▸ **Work instruction**
Copy each line of the data beneath in which the word "from" appears.

• • • • • • •

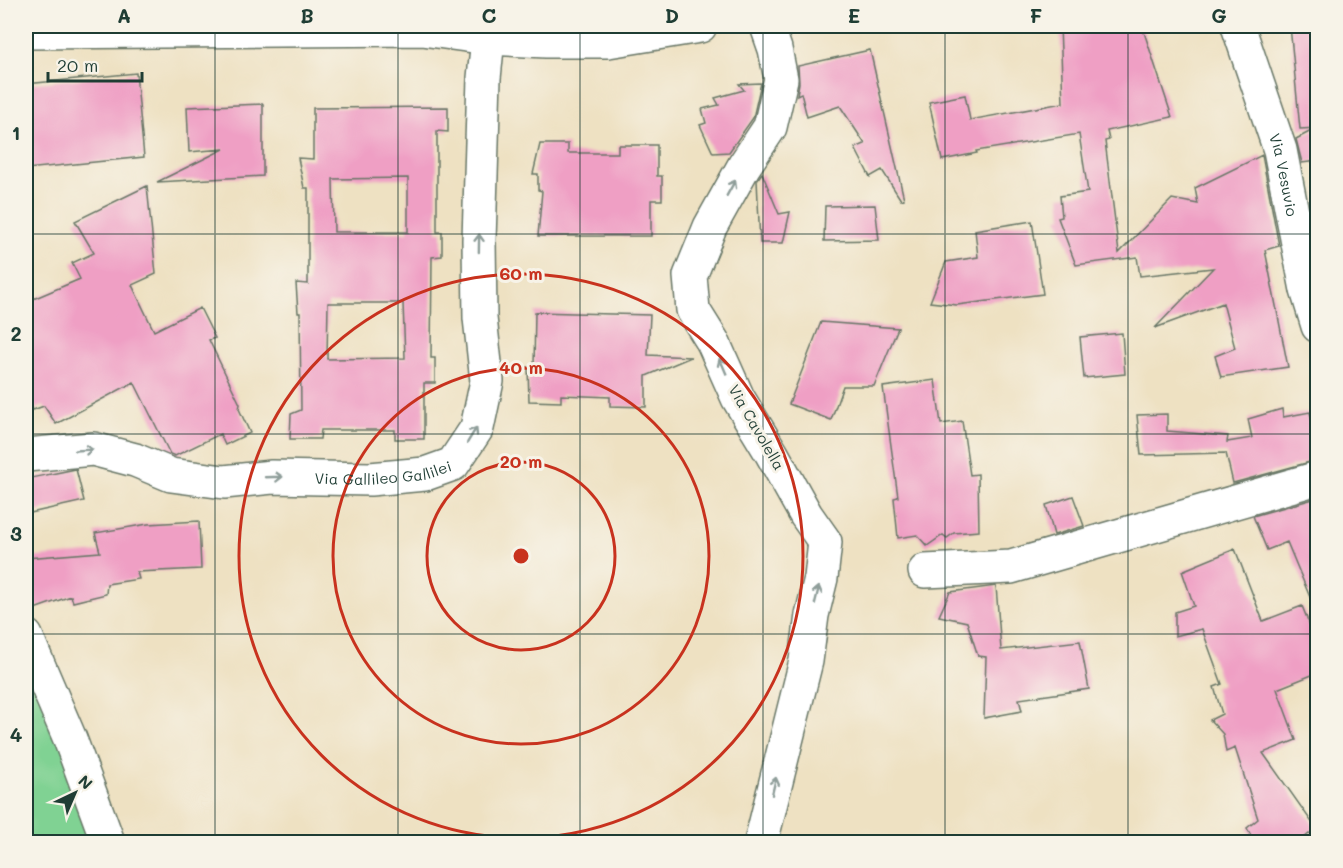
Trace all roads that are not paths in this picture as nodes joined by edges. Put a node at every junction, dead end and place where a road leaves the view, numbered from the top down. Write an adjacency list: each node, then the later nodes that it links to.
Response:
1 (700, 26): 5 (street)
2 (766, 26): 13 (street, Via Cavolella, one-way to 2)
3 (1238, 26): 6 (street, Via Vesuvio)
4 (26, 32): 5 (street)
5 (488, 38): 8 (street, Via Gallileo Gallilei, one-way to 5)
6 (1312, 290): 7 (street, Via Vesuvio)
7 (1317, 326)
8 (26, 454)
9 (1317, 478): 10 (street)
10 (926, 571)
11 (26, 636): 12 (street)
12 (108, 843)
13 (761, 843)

• • • • • • •

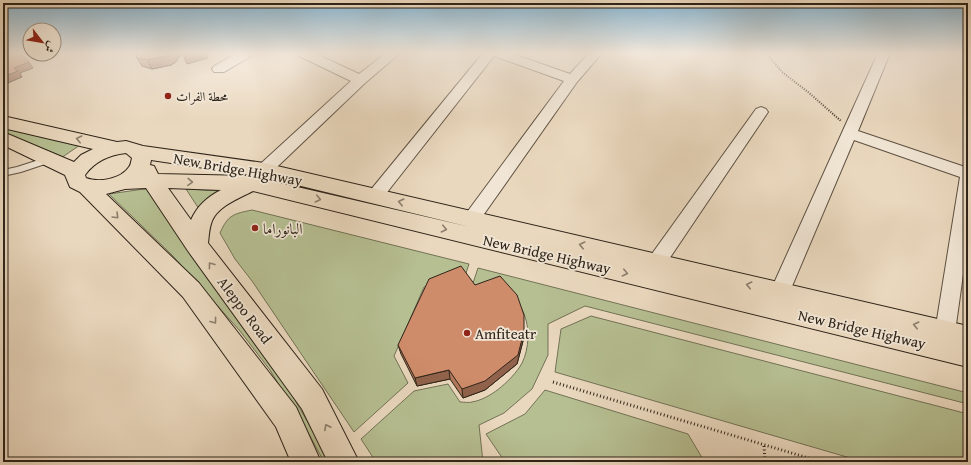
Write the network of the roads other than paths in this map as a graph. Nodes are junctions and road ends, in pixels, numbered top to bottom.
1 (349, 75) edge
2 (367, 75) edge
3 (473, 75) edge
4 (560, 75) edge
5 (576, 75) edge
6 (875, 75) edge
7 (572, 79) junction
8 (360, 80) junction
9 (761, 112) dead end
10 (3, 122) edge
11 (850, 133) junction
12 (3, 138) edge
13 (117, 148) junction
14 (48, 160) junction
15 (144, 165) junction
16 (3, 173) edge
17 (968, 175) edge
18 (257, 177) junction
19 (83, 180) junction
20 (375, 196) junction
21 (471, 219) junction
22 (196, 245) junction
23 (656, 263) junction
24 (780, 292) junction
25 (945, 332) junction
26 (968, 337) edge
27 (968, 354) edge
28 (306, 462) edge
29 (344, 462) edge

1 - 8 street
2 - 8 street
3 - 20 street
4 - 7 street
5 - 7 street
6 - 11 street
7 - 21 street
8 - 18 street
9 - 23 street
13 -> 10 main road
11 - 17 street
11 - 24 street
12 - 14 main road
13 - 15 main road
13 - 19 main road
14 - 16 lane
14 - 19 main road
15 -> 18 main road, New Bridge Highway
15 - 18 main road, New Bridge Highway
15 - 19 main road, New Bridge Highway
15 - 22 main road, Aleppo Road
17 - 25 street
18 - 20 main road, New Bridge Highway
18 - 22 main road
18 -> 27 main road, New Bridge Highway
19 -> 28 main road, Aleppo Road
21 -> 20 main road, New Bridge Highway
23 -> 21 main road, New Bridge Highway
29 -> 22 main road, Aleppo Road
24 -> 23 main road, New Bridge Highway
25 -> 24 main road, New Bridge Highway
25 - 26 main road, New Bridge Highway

• • • • • • •

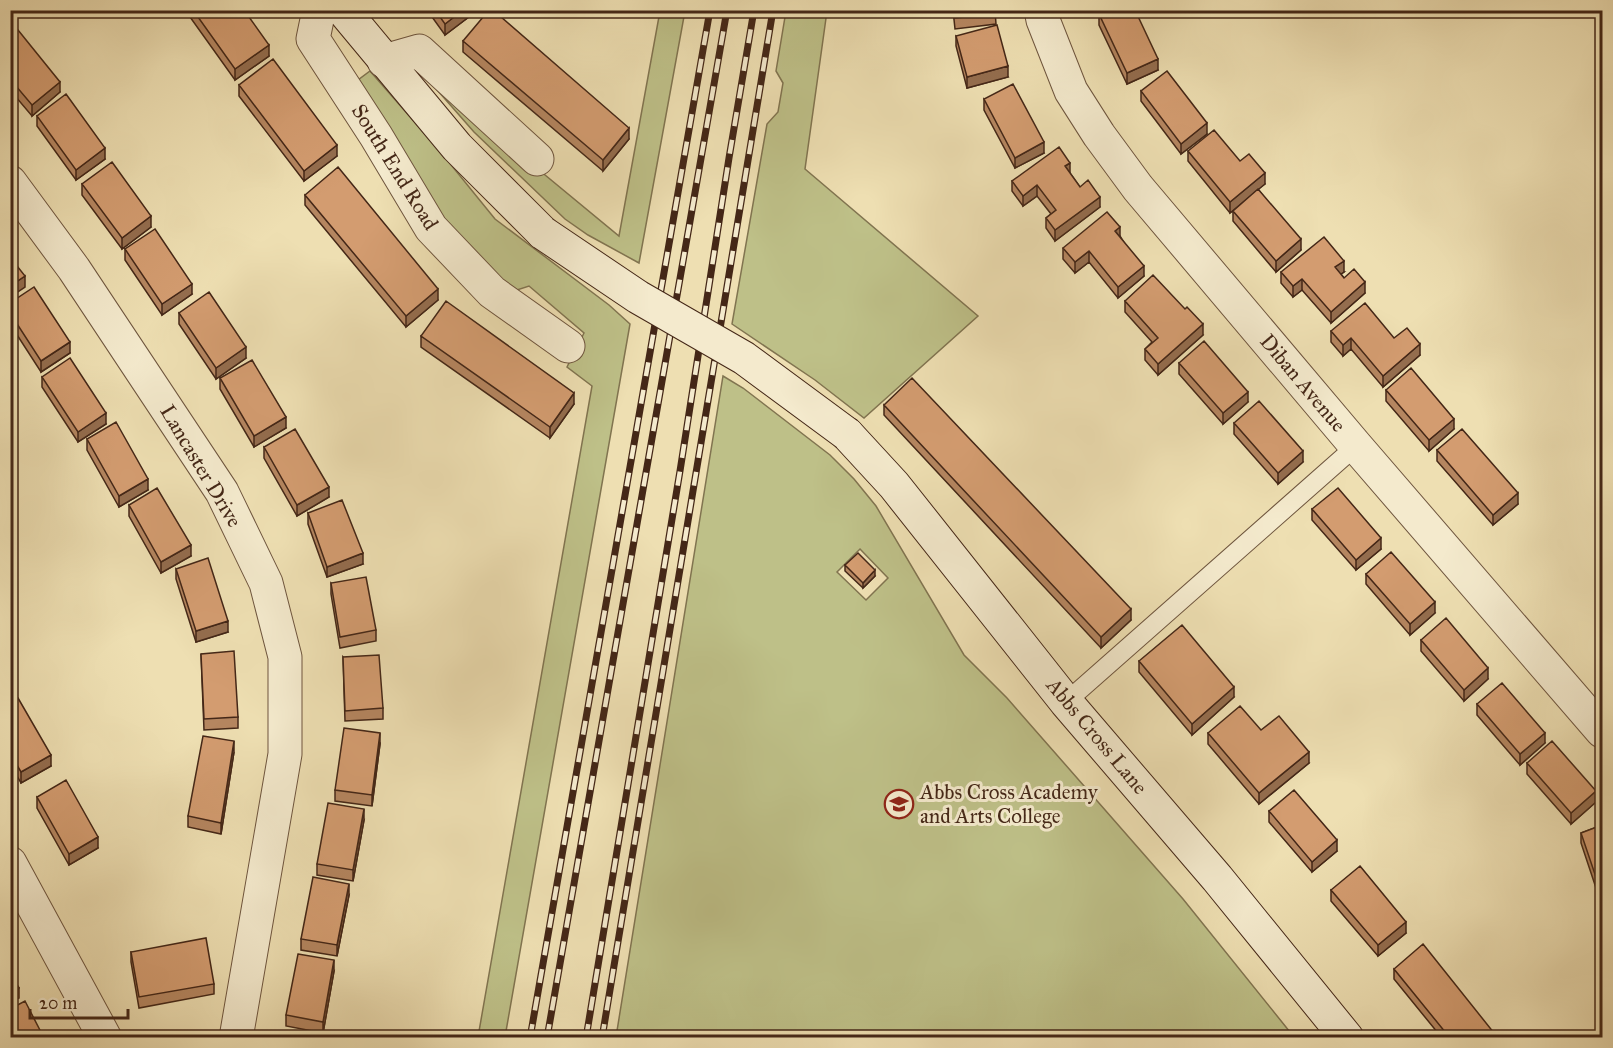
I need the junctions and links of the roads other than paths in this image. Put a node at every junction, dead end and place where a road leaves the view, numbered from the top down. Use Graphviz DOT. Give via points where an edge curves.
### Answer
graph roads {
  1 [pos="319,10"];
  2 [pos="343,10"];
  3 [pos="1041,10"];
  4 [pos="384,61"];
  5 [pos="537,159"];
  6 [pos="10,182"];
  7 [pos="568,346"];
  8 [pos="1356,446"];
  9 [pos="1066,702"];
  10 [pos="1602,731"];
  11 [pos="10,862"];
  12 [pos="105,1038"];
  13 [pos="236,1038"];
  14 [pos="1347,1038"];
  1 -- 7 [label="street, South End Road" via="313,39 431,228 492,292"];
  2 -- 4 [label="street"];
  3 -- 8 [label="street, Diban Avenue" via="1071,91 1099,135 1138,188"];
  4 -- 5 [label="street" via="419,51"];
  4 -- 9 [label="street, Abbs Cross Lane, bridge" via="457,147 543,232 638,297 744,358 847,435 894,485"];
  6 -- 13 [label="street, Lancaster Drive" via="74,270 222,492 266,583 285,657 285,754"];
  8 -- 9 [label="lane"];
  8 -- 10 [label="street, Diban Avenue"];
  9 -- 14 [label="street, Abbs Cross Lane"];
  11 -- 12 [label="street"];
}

• • • • • • •

▸ **Response area**
Trace all roads that are not paths in this picture as nodes joined by edges. Put a node at every junction, dead end and place where a road leaves the view, numbered from the top down. Write an adjacency list: each node, then the later nodes that it links to.
I need the junctions and links of the roads other than paths in this image. Put a node at every junction, dead end and place where a road leaves the view, numbered from the top down. Use Graphviz DOT. Give via points where an edge curves.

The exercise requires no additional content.